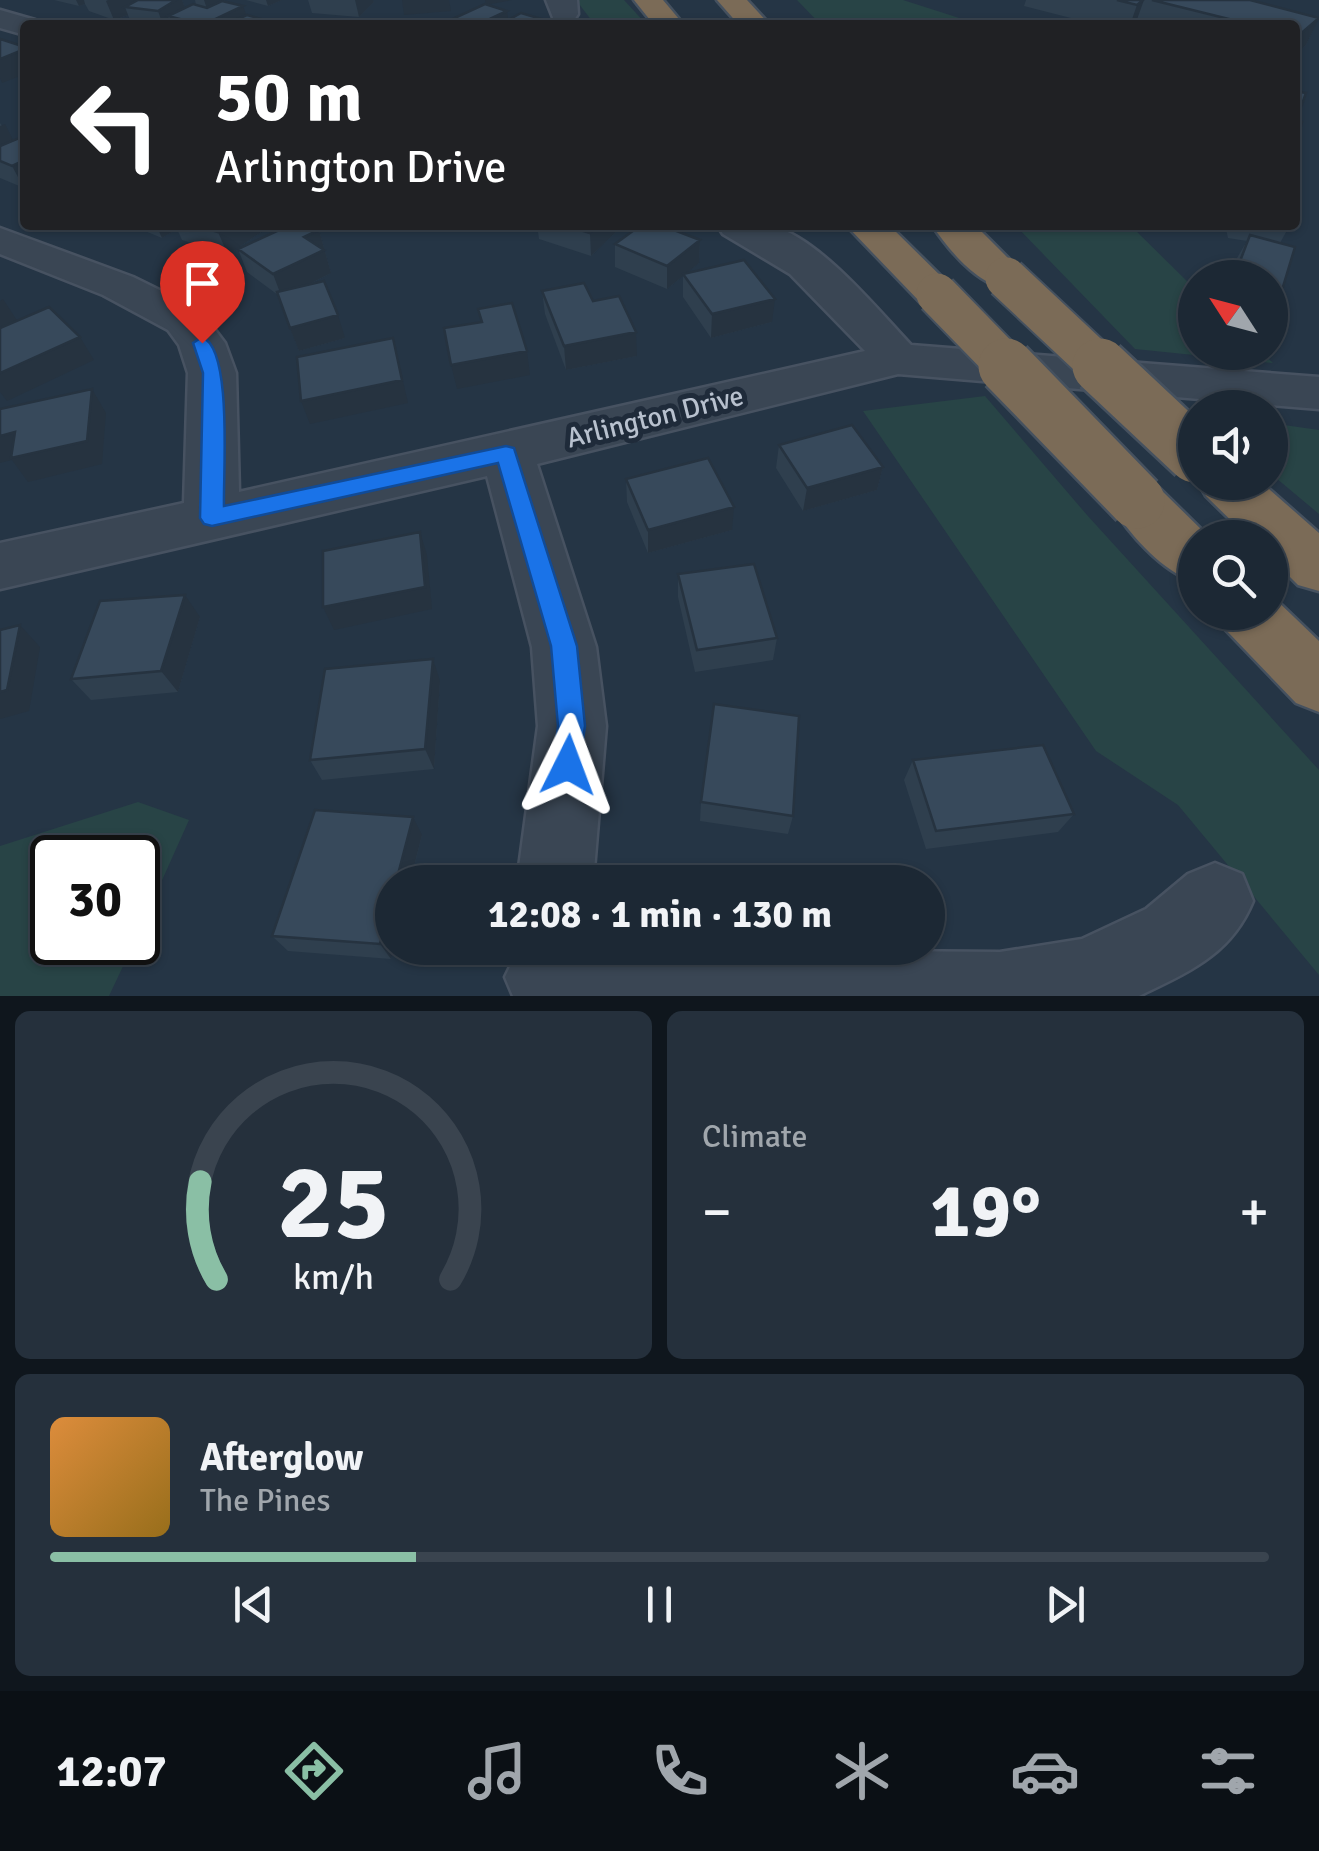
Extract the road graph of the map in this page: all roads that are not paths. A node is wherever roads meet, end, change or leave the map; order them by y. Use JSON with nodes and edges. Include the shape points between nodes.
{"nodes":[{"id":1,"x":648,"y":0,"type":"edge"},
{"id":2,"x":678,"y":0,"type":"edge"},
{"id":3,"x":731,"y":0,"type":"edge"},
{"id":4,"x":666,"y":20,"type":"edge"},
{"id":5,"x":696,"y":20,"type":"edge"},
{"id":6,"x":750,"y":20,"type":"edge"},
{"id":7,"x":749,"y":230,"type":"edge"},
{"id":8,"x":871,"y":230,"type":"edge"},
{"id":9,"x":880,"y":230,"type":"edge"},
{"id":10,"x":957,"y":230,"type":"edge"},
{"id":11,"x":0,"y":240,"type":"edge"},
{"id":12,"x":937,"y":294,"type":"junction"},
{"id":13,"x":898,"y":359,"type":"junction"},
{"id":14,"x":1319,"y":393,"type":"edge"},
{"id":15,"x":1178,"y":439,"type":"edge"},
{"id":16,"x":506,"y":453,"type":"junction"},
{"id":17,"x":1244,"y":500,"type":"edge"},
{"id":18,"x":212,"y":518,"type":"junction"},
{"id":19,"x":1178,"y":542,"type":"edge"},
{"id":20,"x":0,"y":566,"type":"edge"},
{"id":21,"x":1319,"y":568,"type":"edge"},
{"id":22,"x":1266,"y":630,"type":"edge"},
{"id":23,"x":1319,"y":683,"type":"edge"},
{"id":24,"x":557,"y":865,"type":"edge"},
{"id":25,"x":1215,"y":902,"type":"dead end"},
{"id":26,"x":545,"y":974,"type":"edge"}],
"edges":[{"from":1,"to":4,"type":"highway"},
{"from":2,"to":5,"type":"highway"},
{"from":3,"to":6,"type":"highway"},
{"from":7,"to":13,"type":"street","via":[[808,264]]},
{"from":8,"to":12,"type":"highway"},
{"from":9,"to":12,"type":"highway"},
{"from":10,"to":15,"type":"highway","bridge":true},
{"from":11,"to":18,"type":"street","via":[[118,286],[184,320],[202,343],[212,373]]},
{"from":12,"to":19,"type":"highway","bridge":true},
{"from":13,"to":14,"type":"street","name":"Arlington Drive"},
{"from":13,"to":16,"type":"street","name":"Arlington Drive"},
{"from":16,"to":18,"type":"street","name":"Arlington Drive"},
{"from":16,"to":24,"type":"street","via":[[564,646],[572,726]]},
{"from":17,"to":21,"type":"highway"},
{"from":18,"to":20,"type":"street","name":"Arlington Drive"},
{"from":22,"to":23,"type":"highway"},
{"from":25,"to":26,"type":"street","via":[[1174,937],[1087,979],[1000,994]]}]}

┄┄┄┄┄┄┄┄┄┄

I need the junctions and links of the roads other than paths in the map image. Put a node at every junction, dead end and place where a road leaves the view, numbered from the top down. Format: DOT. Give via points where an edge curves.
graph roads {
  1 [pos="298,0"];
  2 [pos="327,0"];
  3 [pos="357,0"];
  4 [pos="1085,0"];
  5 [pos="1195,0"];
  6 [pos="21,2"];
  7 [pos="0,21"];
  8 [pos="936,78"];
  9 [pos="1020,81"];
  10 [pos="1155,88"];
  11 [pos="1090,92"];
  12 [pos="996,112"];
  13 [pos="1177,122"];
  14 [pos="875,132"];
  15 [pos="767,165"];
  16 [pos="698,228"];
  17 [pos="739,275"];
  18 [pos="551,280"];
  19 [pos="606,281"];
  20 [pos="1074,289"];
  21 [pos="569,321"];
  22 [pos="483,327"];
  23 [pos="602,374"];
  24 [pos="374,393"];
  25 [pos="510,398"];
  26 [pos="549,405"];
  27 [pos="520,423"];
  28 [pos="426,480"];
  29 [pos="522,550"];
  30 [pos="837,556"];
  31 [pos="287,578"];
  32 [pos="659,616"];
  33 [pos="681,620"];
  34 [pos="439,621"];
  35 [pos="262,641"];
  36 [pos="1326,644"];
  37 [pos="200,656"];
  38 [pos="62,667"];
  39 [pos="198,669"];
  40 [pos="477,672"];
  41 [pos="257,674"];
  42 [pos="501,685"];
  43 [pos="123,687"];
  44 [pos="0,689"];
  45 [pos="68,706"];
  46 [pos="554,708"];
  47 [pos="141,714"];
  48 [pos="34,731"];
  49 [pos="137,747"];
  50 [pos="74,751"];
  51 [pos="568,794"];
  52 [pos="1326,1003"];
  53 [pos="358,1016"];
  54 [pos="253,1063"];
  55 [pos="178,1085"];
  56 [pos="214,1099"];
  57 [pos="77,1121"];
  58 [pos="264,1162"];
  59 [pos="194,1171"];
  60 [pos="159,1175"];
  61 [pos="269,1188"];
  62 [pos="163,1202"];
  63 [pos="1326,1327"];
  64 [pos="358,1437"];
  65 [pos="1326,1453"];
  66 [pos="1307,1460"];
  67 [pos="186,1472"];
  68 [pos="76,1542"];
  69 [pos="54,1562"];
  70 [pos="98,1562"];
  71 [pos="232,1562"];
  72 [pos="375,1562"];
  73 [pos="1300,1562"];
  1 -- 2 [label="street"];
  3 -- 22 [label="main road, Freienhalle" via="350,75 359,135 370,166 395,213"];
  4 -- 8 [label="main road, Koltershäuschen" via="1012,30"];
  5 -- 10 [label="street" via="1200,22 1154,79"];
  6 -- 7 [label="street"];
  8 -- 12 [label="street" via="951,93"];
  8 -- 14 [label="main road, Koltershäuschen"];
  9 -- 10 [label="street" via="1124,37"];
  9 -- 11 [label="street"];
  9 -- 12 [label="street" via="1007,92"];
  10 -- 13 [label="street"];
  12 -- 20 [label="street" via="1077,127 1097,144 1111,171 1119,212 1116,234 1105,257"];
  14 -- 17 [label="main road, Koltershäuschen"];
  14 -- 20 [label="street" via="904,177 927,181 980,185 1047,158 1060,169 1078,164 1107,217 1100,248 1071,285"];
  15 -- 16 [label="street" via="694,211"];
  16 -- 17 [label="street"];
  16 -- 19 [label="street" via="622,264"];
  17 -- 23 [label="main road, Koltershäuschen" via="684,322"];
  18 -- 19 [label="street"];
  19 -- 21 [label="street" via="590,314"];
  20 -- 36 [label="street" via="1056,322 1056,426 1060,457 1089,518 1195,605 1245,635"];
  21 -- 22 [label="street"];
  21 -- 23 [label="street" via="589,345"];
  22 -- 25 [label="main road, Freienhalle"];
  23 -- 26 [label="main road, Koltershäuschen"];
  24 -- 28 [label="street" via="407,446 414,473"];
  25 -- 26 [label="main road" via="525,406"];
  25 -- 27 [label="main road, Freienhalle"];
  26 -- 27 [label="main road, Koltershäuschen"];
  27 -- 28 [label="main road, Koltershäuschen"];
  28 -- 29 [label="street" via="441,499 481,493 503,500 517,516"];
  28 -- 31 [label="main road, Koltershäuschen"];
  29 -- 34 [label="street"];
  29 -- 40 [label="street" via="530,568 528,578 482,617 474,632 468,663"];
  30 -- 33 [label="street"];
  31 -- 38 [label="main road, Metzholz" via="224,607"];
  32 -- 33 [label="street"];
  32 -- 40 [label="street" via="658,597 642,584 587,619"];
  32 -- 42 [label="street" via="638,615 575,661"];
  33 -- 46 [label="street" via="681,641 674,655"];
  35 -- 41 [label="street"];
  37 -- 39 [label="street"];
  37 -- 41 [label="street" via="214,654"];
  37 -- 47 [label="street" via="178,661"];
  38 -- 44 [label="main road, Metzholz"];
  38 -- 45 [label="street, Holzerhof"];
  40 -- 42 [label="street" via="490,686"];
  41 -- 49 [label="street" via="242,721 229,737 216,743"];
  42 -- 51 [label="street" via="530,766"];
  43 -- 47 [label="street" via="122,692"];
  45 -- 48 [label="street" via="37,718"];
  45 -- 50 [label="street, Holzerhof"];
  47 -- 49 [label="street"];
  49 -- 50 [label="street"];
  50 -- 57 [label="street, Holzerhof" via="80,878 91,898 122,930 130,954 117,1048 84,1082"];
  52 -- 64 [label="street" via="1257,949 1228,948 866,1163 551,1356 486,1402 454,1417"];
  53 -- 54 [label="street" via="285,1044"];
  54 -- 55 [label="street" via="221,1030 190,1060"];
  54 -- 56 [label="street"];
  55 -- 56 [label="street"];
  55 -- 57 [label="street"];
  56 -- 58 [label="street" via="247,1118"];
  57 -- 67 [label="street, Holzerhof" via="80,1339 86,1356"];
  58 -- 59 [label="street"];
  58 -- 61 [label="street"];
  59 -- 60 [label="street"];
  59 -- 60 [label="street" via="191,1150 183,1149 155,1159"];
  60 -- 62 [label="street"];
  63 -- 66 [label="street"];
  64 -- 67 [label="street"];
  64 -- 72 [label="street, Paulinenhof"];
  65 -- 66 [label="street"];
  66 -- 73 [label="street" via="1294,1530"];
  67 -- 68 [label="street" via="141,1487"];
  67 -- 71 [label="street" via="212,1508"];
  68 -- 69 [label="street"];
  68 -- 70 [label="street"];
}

┄┄┄┄┄┄┄┄┄┄

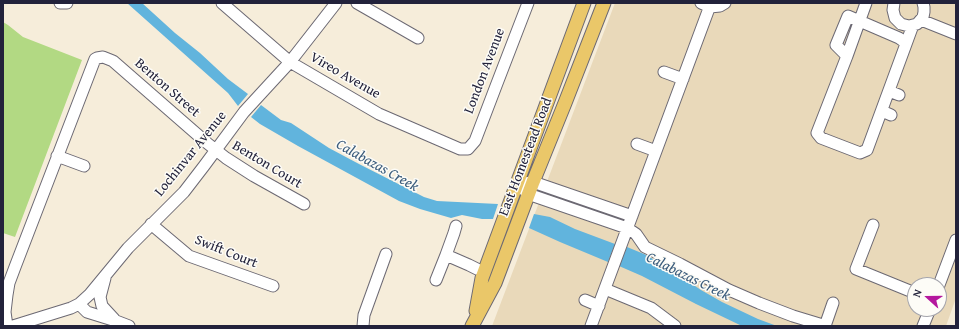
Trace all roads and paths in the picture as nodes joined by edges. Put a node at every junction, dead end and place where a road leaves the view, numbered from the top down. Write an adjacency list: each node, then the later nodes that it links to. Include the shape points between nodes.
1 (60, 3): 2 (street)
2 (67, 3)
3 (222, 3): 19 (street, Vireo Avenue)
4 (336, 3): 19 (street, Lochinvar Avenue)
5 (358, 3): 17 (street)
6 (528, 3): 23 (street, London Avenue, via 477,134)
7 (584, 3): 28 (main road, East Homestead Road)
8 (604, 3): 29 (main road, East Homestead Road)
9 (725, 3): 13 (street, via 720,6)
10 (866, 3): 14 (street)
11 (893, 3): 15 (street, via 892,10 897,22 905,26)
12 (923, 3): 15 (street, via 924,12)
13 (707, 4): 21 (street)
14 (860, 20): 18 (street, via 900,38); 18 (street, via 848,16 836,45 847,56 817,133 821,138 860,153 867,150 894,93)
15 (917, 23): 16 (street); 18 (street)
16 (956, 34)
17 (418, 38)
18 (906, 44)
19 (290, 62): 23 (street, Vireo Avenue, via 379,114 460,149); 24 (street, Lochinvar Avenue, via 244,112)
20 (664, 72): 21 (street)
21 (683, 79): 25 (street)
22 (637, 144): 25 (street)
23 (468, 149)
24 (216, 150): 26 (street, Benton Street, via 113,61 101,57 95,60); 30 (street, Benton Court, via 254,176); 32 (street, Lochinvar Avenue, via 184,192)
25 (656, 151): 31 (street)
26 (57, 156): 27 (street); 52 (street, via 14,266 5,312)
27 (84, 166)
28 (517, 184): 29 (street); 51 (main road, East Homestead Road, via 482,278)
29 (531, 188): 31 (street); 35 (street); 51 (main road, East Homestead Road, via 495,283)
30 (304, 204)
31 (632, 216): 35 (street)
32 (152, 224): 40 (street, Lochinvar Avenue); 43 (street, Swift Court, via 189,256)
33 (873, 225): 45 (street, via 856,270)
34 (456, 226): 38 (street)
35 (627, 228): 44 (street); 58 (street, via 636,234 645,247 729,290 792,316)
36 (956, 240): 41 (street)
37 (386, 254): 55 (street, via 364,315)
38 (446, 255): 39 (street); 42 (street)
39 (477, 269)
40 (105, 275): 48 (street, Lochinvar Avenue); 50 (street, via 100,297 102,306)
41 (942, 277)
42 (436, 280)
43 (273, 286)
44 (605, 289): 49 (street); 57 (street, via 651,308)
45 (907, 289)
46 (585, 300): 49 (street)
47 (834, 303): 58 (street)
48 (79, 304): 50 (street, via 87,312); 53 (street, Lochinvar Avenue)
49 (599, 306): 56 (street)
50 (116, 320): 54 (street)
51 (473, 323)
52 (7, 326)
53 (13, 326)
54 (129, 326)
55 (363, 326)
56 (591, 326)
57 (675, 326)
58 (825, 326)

┄┄┄┄┄┄┄┄┄┄

- **Problem description**
Please count the lines above that hold the string "Arlington" and reply with the number alone.

- **Output for this task**
4